__What to do__: In the records below, find the line containing "Map reading. Transcribe"; give it again exactly, along with every line that follows, and nothing else.

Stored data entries
++++
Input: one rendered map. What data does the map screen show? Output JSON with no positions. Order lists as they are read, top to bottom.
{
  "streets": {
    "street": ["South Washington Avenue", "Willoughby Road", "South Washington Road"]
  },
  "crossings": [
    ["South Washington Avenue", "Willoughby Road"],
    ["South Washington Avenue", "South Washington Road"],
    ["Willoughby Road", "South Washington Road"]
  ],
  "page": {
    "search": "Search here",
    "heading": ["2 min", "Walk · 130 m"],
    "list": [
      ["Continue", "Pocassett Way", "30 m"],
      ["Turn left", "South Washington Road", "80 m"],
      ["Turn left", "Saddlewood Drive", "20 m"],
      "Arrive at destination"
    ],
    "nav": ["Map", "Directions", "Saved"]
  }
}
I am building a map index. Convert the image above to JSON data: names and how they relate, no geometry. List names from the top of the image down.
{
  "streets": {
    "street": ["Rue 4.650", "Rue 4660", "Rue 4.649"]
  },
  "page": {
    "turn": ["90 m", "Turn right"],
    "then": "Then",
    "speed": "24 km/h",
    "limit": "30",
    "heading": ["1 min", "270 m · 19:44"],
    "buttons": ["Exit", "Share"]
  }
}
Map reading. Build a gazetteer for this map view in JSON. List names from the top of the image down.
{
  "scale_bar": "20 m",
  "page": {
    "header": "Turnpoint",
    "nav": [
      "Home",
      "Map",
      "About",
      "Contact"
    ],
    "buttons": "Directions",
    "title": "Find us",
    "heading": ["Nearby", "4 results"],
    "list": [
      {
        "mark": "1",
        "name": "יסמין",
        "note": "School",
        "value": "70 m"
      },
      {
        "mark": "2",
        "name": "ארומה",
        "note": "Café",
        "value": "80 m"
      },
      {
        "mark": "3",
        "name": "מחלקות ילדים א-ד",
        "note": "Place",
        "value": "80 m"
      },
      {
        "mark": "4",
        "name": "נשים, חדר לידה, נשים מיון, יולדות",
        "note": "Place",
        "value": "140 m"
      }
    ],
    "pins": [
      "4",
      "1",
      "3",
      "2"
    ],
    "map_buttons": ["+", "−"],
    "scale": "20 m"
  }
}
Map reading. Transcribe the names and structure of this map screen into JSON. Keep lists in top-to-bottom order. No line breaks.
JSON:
++++
__Exercise answer__:
Map reading. Transcribe the names and structure of this map screen into JSON. Keep lists in top-to-bottom order. No line breaks.
JSON:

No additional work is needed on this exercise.